— EXCERPTED RECORDS —

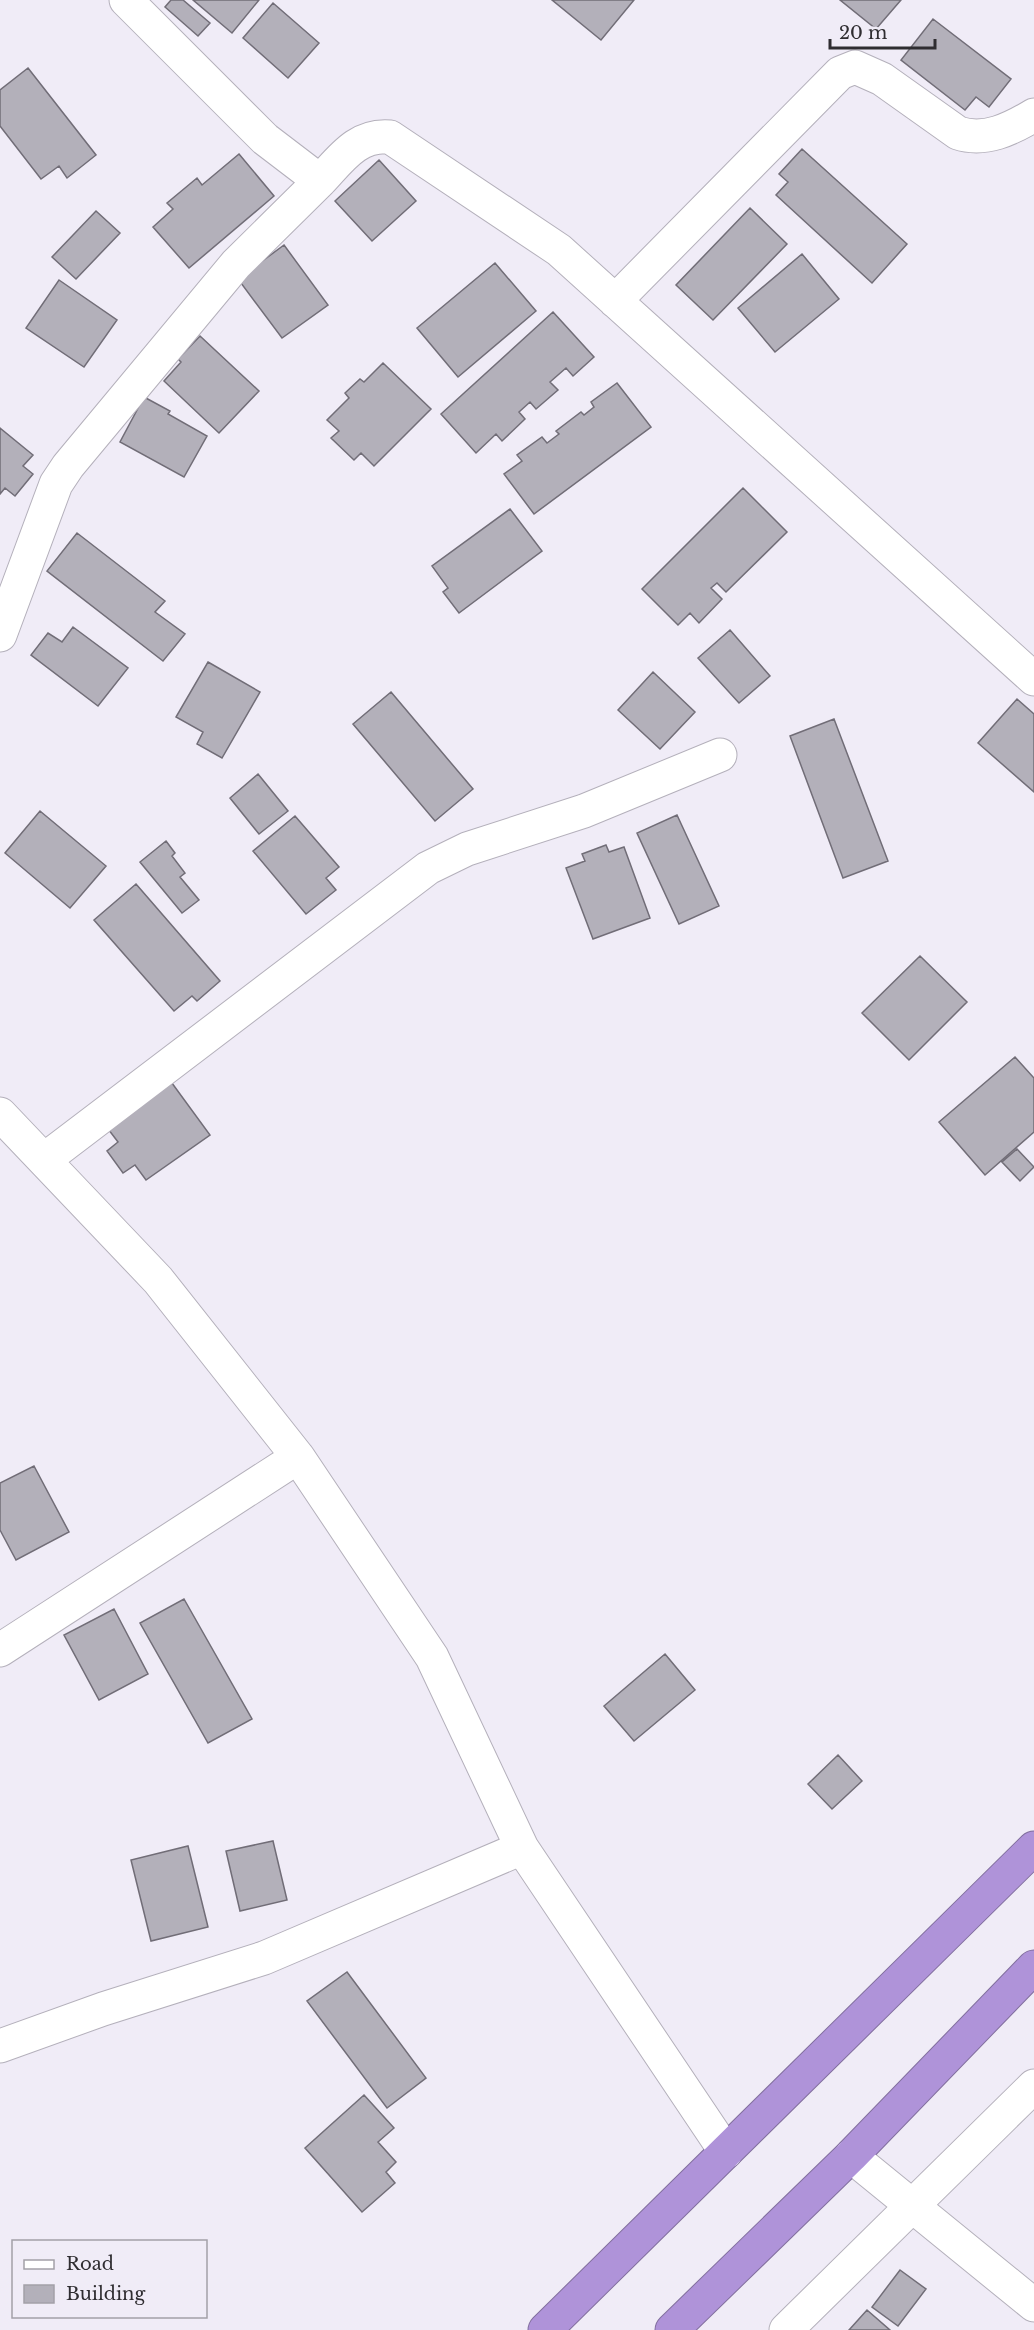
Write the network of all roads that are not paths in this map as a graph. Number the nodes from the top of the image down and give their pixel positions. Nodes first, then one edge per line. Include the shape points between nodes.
1 (126, 0) edge
2 (1034, 115) edge
3 (320, 181) junction
4 (615, 301) junction
5 (0, 635) edge
6 (1034, 679) edge
7 (720, 755) dead end
8 (0, 1114) edge
9 (44, 1160) junction
10 (298, 1456) junction
11 (0, 1650) edge
12 (522, 1848) junction
13 (1034, 1848) edge
14 (1034, 1967) edge
15 (0, 2046) edge
16 (1034, 2086) edge
17 (726, 2152) junction
18 (851, 2156) junction
19 (912, 2204) junction
20 (1034, 2305) edge
21 (545, 2330) edge
22 (672, 2330) edge
23 (786, 2330) edge

1 - 3 street via 266,139
2 - 4 street via 998,133 966,135 882,79 855,68 846,70
3 - 4 street via 359,142 370,137 390,137 559,250
3 - 5 street via 236,264 68,466 56,484
4 - 6 street
7 - 9 street via 584,811 467,849 428,868
8 - 9 street
9 - 10 street via 158,1280
10 - 11 street
10 - 12 street via 432,1657
12 - 15 street via 264,1958
12 - 17 street
13 - 17 highway
14 - 18 highway
16 - 19 street
17 - 21 highway
18 - 19 street
18 - 22 highway
19 - 20 street
19 - 23 street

— TASK OBJECTIVE —
All of the entries above should be retyped exactly, with the pictures left out.

— ANSWER TO THE PROBLEM —
Write the network of all roads that are not paths in this map as a graph. Number the nodes from the top of the image down and give their pixel positions. Nodes first, then one edge per line. Include the shape points between nodes.
1 (126, 0) edge
2 (1034, 115) edge
3 (320, 181) junction
4 (615, 301) junction
5 (0, 635) edge
6 (1034, 679) edge
7 (720, 755) dead end
8 (0, 1114) edge
9 (44, 1160) junction
10 (298, 1456) junction
11 (0, 1650) edge
12 (522, 1848) junction
13 (1034, 1848) edge
14 (1034, 1967) edge
15 (0, 2046) edge
16 (1034, 2086) edge
17 (726, 2152) junction
18 (851, 2156) junction
19 (912, 2204) junction
20 (1034, 2305) edge
21 (545, 2330) edge
22 (672, 2330) edge
23 (786, 2330) edge

1 - 3 street via 266,139
2 - 4 street via 998,133 966,135 882,79 855,68 846,70
3 - 4 street via 359,142 370,137 390,137 559,250
3 - 5 street via 236,264 68,466 56,484
4 - 6 street
7 - 9 street via 584,811 467,849 428,868
8 - 9 street
9 - 10 street via 158,1280
10 - 11 street
10 - 12 street via 432,1657
12 - 15 street via 264,1958
12 - 17 street
13 - 17 highway
14 - 18 highway
16 - 19 street
17 - 21 highway
18 - 19 street
18 - 22 highway
19 - 20 street
19 - 23 street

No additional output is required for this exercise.